Task instructions: Scan the entries below for the word "正阳街辅路". Copy each line that has it.

[[ Given data, beginning ]]

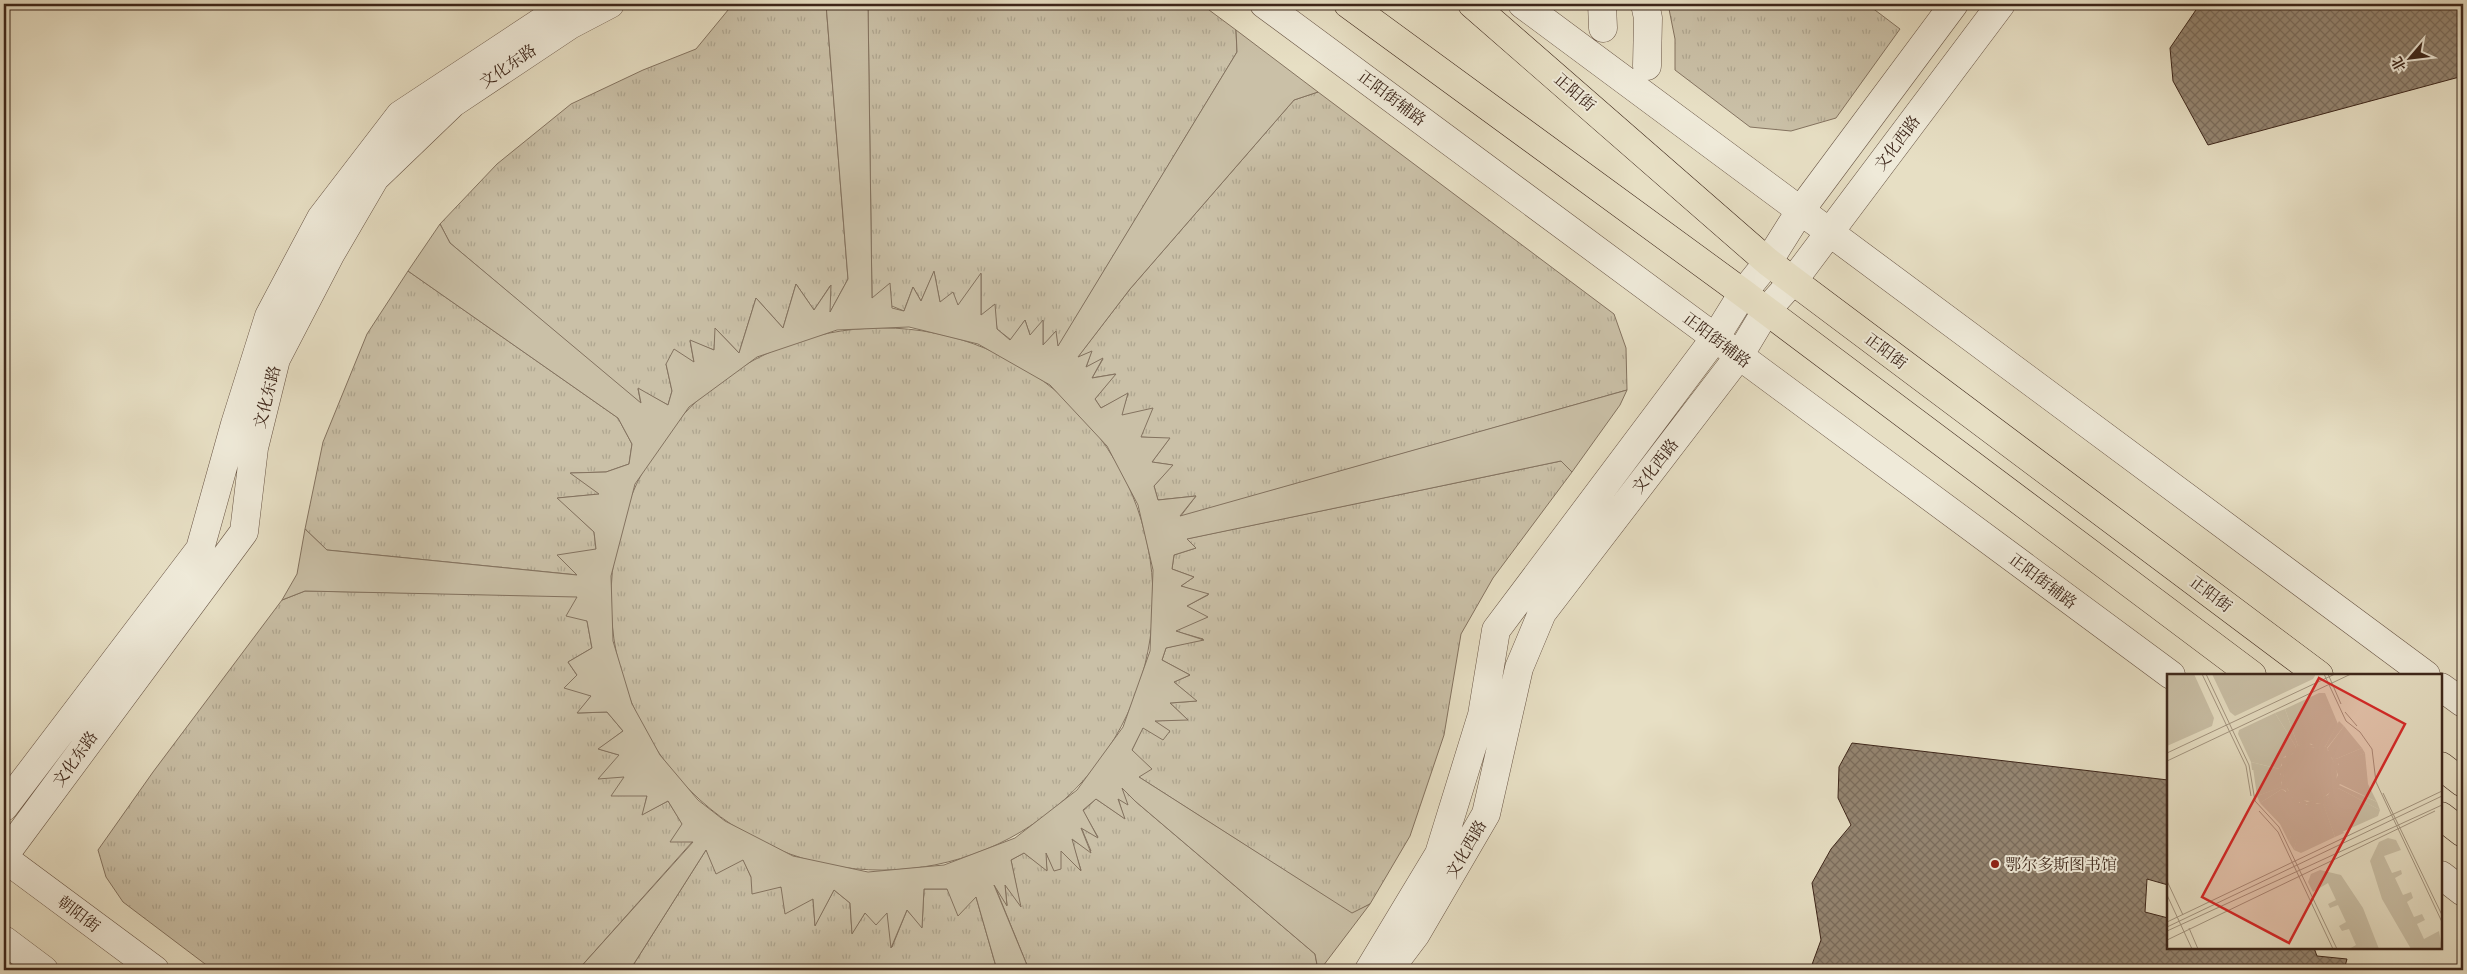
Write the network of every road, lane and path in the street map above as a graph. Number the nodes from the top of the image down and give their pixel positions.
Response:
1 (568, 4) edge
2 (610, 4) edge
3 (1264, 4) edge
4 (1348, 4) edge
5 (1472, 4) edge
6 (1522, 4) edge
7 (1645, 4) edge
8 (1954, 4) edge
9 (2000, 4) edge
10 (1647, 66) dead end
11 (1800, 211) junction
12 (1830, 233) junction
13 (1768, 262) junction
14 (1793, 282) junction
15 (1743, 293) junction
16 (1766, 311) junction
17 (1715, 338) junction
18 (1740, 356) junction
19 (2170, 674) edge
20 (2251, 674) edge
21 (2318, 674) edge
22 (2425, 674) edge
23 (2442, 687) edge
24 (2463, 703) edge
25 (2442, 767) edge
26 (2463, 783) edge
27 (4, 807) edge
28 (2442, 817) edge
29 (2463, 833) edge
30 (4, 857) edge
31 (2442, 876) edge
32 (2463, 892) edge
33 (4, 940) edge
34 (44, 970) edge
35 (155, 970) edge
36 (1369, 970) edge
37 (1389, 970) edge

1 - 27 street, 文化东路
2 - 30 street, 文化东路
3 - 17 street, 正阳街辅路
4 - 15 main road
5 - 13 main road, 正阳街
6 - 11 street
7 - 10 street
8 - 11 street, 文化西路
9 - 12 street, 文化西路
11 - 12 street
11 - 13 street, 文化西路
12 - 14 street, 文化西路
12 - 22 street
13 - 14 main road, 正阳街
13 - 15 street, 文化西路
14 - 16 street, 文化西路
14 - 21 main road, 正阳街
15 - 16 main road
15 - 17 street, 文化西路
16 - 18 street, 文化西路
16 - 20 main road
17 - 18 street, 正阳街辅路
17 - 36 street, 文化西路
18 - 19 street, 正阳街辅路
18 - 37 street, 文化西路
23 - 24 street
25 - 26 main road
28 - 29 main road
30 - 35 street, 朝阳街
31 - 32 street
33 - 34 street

[[ Given data, end ]]
[[ Given data, beginning ]]

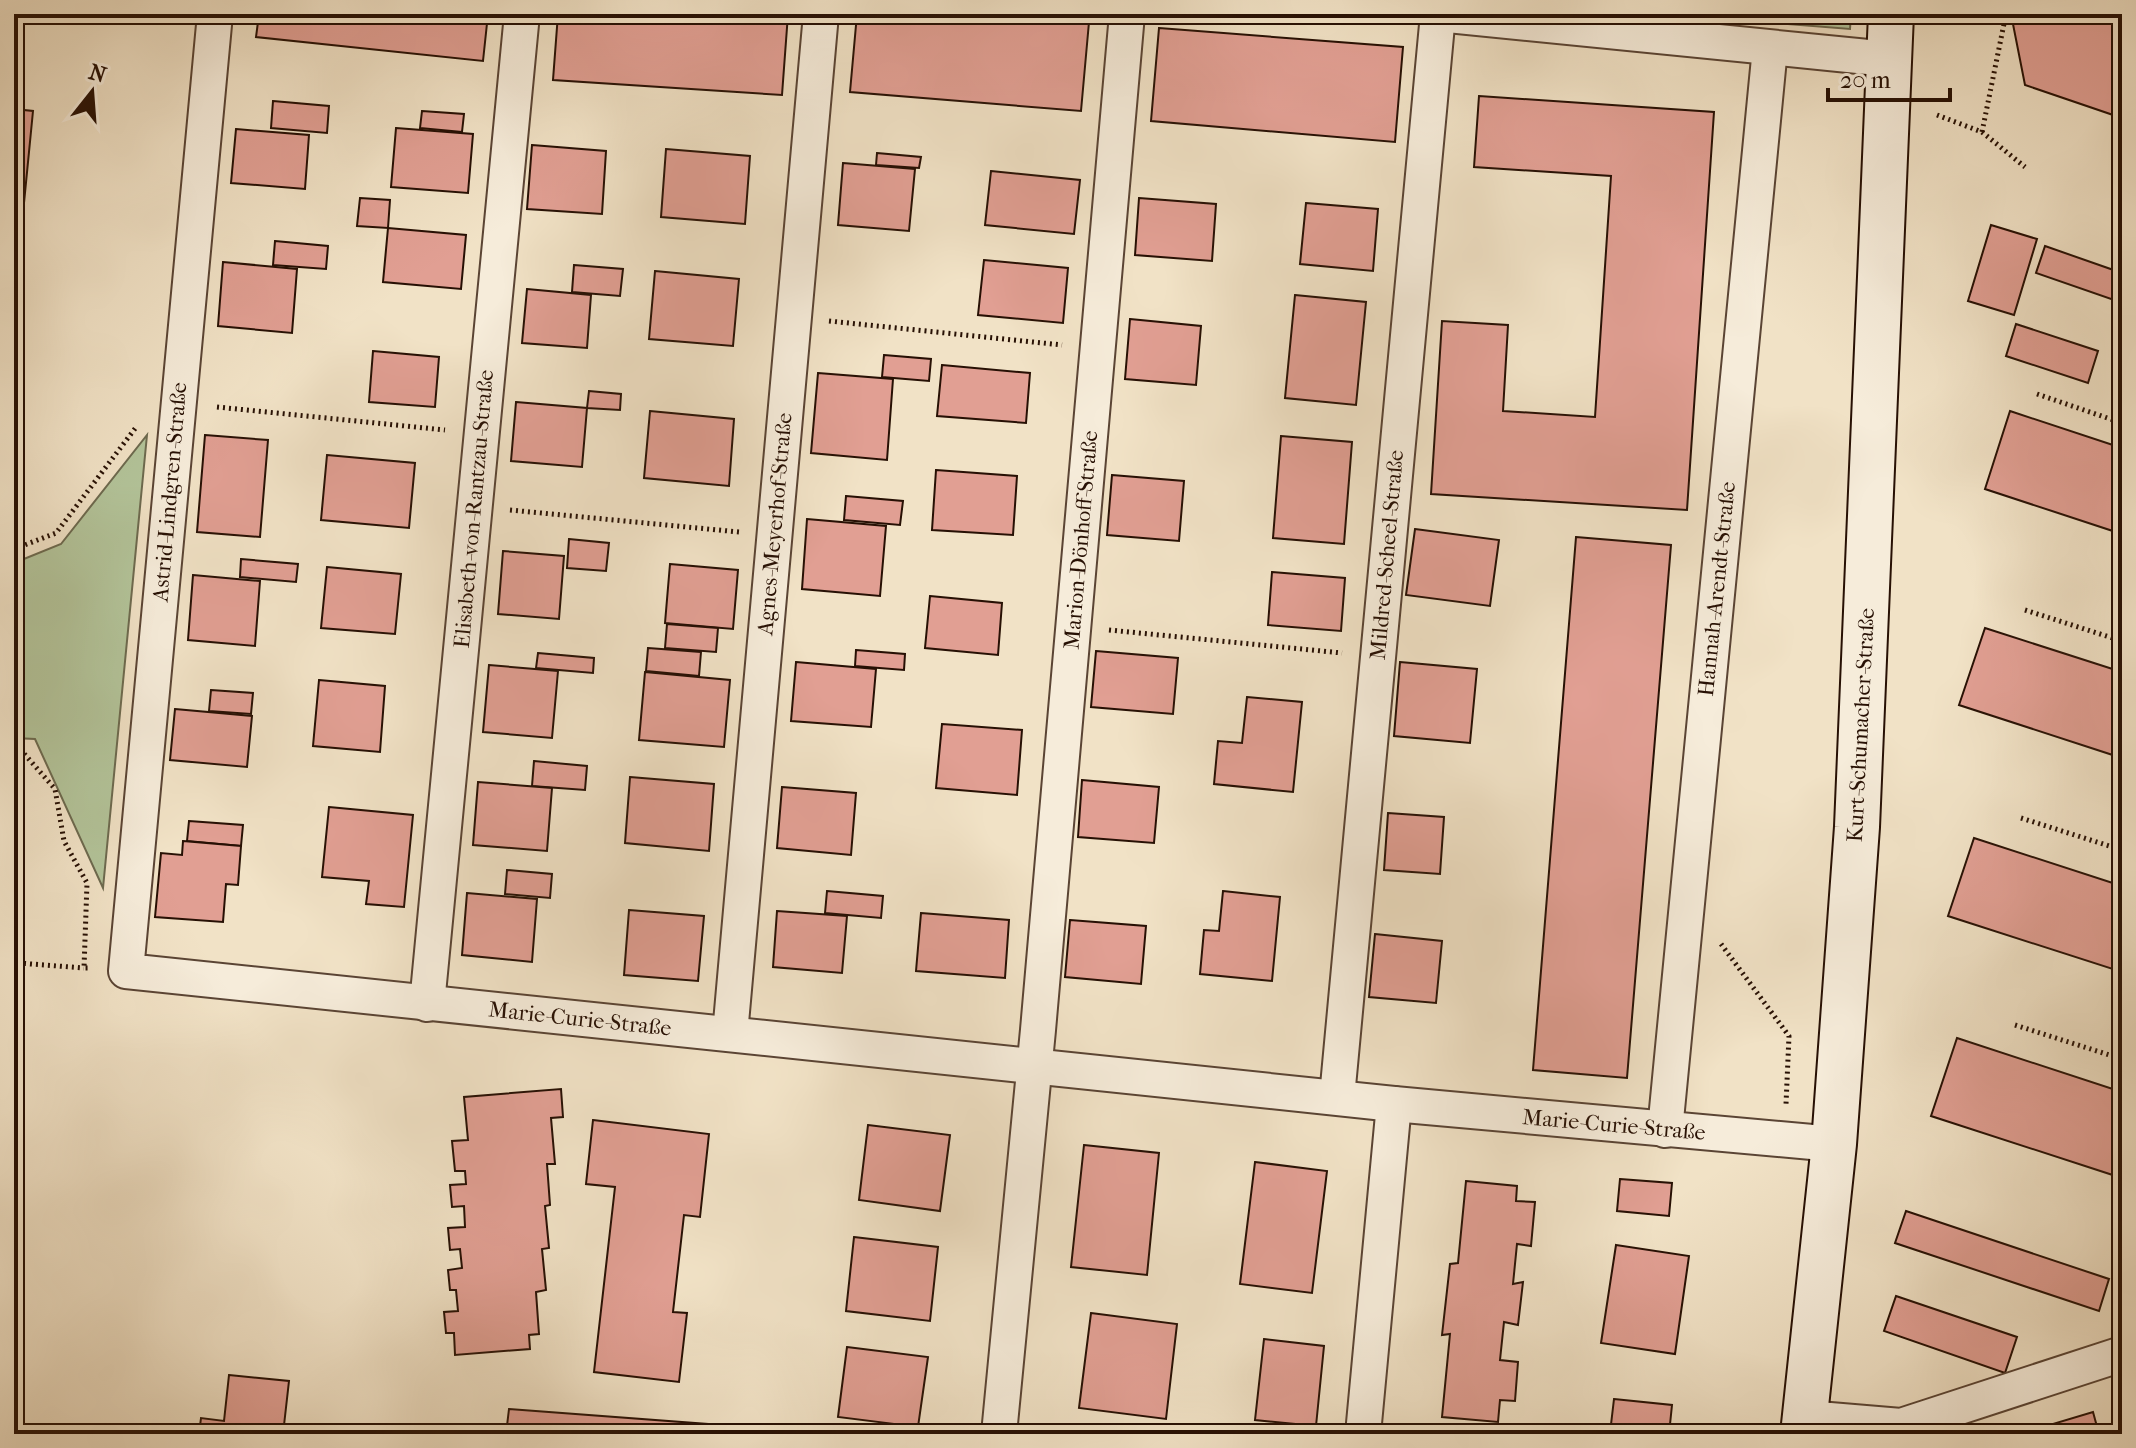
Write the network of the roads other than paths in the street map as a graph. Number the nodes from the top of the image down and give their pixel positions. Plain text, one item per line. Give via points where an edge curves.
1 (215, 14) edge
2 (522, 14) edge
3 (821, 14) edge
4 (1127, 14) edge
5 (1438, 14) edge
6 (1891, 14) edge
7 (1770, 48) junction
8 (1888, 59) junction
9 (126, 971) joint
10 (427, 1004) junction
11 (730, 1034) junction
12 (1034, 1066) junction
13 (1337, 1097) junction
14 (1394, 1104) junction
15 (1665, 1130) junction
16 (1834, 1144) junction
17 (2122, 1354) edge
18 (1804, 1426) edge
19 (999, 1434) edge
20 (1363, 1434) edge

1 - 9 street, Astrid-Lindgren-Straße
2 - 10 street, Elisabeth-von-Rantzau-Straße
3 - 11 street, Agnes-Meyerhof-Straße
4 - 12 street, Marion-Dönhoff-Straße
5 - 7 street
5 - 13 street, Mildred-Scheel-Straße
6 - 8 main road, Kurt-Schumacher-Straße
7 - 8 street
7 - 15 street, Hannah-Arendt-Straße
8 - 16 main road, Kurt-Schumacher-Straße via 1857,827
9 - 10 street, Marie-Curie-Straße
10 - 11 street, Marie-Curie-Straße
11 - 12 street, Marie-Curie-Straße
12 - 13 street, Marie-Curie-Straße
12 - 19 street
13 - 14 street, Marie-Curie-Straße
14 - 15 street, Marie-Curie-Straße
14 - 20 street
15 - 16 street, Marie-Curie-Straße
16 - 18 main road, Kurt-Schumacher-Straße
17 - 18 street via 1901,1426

[[ Given data, end ]]

Answer below:
3 - 17 street, 正阳街辅路
17 - 18 street, 正阳街辅路
18 - 19 street, 正阳街辅路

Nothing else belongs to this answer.